Exercise instructions:
Below are entries to return in full. Keep each one exact.
──────── Listed records
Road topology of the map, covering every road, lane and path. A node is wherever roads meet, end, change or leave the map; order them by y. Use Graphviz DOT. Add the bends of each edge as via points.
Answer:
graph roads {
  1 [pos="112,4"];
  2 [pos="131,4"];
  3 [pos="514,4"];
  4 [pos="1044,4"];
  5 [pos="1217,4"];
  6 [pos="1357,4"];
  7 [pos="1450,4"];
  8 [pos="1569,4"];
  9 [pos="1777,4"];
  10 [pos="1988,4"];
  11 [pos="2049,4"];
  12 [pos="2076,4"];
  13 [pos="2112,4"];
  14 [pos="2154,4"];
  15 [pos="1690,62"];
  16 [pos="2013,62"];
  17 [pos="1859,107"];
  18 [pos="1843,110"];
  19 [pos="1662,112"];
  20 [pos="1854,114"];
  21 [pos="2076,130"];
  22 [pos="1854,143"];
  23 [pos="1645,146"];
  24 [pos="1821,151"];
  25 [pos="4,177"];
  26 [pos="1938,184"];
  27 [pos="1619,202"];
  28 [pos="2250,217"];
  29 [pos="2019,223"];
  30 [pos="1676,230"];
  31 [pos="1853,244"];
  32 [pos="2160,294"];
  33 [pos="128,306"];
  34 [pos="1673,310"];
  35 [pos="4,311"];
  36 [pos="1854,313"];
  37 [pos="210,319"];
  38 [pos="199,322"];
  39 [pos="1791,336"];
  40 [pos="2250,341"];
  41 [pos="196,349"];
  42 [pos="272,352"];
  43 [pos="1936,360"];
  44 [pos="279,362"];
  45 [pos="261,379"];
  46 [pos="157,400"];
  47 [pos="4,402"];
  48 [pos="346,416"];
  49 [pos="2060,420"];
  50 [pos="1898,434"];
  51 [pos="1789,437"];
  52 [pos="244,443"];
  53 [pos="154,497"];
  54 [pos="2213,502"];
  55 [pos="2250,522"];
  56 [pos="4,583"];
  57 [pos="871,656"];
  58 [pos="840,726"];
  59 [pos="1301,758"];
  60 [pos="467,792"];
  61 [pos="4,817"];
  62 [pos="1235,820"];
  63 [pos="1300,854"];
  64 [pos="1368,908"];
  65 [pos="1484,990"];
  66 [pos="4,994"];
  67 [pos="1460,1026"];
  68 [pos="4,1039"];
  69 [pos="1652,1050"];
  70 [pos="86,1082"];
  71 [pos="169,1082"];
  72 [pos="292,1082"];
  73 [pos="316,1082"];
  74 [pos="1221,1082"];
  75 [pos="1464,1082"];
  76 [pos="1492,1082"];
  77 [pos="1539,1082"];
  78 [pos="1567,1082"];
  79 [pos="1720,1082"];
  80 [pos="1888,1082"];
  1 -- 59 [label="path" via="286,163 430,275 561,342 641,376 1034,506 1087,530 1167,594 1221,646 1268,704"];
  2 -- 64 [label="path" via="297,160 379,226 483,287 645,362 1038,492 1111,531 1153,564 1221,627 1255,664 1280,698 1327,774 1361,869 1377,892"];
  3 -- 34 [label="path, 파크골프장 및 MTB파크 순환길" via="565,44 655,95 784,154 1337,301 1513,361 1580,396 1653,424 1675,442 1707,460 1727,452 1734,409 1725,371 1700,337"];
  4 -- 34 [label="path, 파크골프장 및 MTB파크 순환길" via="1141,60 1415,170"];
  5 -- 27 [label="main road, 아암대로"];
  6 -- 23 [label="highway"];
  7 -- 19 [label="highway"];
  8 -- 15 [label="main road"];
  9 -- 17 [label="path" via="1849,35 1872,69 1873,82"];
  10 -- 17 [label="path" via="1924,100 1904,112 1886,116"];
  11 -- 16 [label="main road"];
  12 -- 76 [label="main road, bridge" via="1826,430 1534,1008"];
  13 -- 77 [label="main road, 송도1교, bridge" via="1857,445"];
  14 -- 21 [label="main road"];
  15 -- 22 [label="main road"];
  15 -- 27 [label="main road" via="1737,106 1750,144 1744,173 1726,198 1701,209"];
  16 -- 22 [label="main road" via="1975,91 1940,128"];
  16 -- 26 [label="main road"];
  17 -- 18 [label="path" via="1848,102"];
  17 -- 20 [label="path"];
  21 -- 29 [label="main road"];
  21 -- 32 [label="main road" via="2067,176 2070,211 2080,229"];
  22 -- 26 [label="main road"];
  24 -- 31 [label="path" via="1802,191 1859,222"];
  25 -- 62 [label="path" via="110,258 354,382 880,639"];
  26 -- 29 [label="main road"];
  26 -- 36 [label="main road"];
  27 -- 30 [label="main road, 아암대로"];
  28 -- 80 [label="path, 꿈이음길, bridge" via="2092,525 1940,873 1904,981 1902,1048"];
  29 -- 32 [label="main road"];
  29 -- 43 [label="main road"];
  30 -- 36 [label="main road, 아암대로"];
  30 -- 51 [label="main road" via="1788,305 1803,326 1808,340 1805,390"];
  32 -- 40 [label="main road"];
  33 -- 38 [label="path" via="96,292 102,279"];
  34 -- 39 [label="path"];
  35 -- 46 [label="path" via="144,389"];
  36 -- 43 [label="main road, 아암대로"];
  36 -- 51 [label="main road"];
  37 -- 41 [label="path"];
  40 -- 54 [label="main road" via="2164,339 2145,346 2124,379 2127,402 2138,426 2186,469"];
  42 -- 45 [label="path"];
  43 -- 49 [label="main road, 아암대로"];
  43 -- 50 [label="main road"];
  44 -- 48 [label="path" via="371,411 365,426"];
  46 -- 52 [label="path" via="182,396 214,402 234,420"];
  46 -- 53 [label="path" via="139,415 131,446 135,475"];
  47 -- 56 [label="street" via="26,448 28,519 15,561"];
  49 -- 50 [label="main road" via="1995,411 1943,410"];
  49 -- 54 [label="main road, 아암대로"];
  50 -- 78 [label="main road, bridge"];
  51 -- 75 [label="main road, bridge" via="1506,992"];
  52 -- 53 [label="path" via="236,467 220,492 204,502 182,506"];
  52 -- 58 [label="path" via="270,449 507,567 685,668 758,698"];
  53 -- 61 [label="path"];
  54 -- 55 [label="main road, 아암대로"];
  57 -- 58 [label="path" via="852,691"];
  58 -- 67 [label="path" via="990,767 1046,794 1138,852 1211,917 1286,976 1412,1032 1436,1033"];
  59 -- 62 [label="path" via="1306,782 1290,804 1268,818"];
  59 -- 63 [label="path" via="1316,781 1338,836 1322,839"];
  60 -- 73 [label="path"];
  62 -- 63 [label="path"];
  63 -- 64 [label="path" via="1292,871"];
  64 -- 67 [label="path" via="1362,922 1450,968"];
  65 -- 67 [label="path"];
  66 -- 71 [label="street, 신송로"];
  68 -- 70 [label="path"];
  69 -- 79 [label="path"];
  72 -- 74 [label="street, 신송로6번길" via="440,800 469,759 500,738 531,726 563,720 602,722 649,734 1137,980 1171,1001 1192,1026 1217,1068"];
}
────────────────
Solution for this task:
Road topology of the map, covering every road, lane and path. A node is wherever roads meet, end, change or leave the map; order them by y. Use Graphviz DOT. Add the bends of each edge as via points.
Answer:
graph roads {
  1 [pos="112,4"];
  2 [pos="131,4"];
  3 [pos="514,4"];
  4 [pos="1044,4"];
  5 [pos="1217,4"];
  6 [pos="1357,4"];
  7 [pos="1450,4"];
  8 [pos="1569,4"];
  9 [pos="1777,4"];
  10 [pos="1988,4"];
  11 [pos="2049,4"];
  12 [pos="2076,4"];
  13 [pos="2112,4"];
  14 [pos="2154,4"];
  15 [pos="1690,62"];
  16 [pos="2013,62"];
  17 [pos="1859,107"];
  18 [pos="1843,110"];
  19 [pos="1662,112"];
  20 [pos="1854,114"];
  21 [pos="2076,130"];
  22 [pos="1854,143"];
  23 [pos="1645,146"];
  24 [pos="1821,151"];
  25 [pos="4,177"];
  26 [pos="1938,184"];
  27 [pos="1619,202"];
  28 [pos="2250,217"];
  29 [pos="2019,223"];
  30 [pos="1676,230"];
  31 [pos="1853,244"];
  32 [pos="2160,294"];
  33 [pos="128,306"];
  34 [pos="1673,310"];
  35 [pos="4,311"];
  36 [pos="1854,313"];
  37 [pos="210,319"];
  38 [pos="199,322"];
  39 [pos="1791,336"];
  40 [pos="2250,341"];
  41 [pos="196,349"];
  42 [pos="272,352"];
  43 [pos="1936,360"];
  44 [pos="279,362"];
  45 [pos="261,379"];
  46 [pos="157,400"];
  47 [pos="4,402"];
  48 [pos="346,416"];
  49 [pos="2060,420"];
  50 [pos="1898,434"];
  51 [pos="1789,437"];
  52 [pos="244,443"];
  53 [pos="154,497"];
  54 [pos="2213,502"];
  55 [pos="2250,522"];
  56 [pos="4,583"];
  57 [pos="871,656"];
  58 [pos="840,726"];
  59 [pos="1301,758"];
  60 [pos="467,792"];
  61 [pos="4,817"];
  62 [pos="1235,820"];
  63 [pos="1300,854"];
  64 [pos="1368,908"];
  65 [pos="1484,990"];
  66 [pos="4,994"];
  67 [pos="1460,1026"];
  68 [pos="4,1039"];
  69 [pos="1652,1050"];
  70 [pos="86,1082"];
  71 [pos="169,1082"];
  72 [pos="292,1082"];
  73 [pos="316,1082"];
  74 [pos="1221,1082"];
  75 [pos="1464,1082"];
  76 [pos="1492,1082"];
  77 [pos="1539,1082"];
  78 [pos="1567,1082"];
  79 [pos="1720,1082"];
  80 [pos="1888,1082"];
  1 -- 59 [label="path" via="286,163 430,275 561,342 641,376 1034,506 1087,530 1167,594 1221,646 1268,704"];
  2 -- 64 [label="path" via="297,160 379,226 483,287 645,362 1038,492 1111,531 1153,564 1221,627 1255,664 1280,698 1327,774 1361,869 1377,892"];
  3 -- 34 [label="path, 파크골프장 및 MTB파크 순환길" via="565,44 655,95 784,154 1337,301 1513,361 1580,396 1653,424 1675,442 1707,460 1727,452 1734,409 1725,371 1700,337"];
  4 -- 34 [label="path, 파크골프장 및 MTB파크 순환길" via="1141,60 1415,170"];
  5 -- 27 [label="main road, 아암대로"];
  6 -- 23 [label="highway"];
  7 -- 19 [label="highway"];
  8 -- 15 [label="main road"];
  9 -- 17 [label="path" via="1849,35 1872,69 1873,82"];
  10 -- 17 [label="path" via="1924,100 1904,112 1886,116"];
  11 -- 16 [label="main road"];
  12 -- 76 [label="main road, bridge" via="1826,430 1534,1008"];
  13 -- 77 [label="main road, 송도1교, bridge" via="1857,445"];
  14 -- 21 [label="main road"];
  15 -- 22 [label="main road"];
  15 -- 27 [label="main road" via="1737,106 1750,144 1744,173 1726,198 1701,209"];
  16 -- 22 [label="main road" via="1975,91 1940,128"];
  16 -- 26 [label="main road"];
  17 -- 18 [label="path" via="1848,102"];
  17 -- 20 [label="path"];
  21 -- 29 [label="main road"];
  21 -- 32 [label="main road" via="2067,176 2070,211 2080,229"];
  22 -- 26 [label="main road"];
  24 -- 31 [label="path" via="1802,191 1859,222"];
  25 -- 62 [label="path" via="110,258 354,382 880,639"];
  26 -- 29 [label="main road"];
  26 -- 36 [label="main road"];
  27 -- 30 [label="main road, 아암대로"];
  28 -- 80 [label="path, 꿈이음길, bridge" via="2092,525 1940,873 1904,981 1902,1048"];
  29 -- 32 [label="main road"];
  29 -- 43 [label="main road"];
  30 -- 36 [label="main road, 아암대로"];
  30 -- 51 [label="main road" via="1788,305 1803,326 1808,340 1805,390"];
  32 -- 40 [label="main road"];
  33 -- 38 [label="path" via="96,292 102,279"];
  34 -- 39 [label="path"];
  35 -- 46 [label="path" via="144,389"];
  36 -- 43 [label="main road, 아암대로"];
  36 -- 51 [label="main road"];
  37 -- 41 [label="path"];
  40 -- 54 [label="main road" via="2164,339 2145,346 2124,379 2127,402 2138,426 2186,469"];
  42 -- 45 [label="path"];
  43 -- 49 [label="main road, 아암대로"];
  43 -- 50 [label="main road"];
  44 -- 48 [label="path" via="371,411 365,426"];
  46 -- 52 [label="path" via="182,396 214,402 234,420"];
  46 -- 53 [label="path" via="139,415 131,446 135,475"];
  47 -- 56 [label="street" via="26,448 28,519 15,561"];
  49 -- 50 [label="main road" via="1995,411 1943,410"];
  49 -- 54 [label="main road, 아암대로"];
  50 -- 78 [label="main road, bridge"];
  51 -- 75 [label="main road, bridge" via="1506,992"];
  52 -- 53 [label="path" via="236,467 220,492 204,502 182,506"];
  52 -- 58 [label="path" via="270,449 507,567 685,668 758,698"];
  53 -- 61 [label="path"];
  54 -- 55 [label="main road, 아암대로"];
  57 -- 58 [label="path" via="852,691"];
  58 -- 67 [label="path" via="990,767 1046,794 1138,852 1211,917 1286,976 1412,1032 1436,1033"];
  59 -- 62 [label="path" via="1306,782 1290,804 1268,818"];
  59 -- 63 [label="path" via="1316,781 1338,836 1322,839"];
  60 -- 73 [label="path"];
  62 -- 63 [label="path"];
  63 -- 64 [label="path" via="1292,871"];
  64 -- 67 [label="path" via="1362,922 1450,968"];
  65 -- 67 [label="path"];
  66 -- 71 [label="street, 신송로"];
  68 -- 70 [label="path"];
  69 -- 79 [label="path"];
  72 -- 74 [label="street, 신송로6번길" via="440,800 469,759 500,738 531,726 563,720 602,722 649,734 1137,980 1171,1001 1192,1026 1217,1068"];
}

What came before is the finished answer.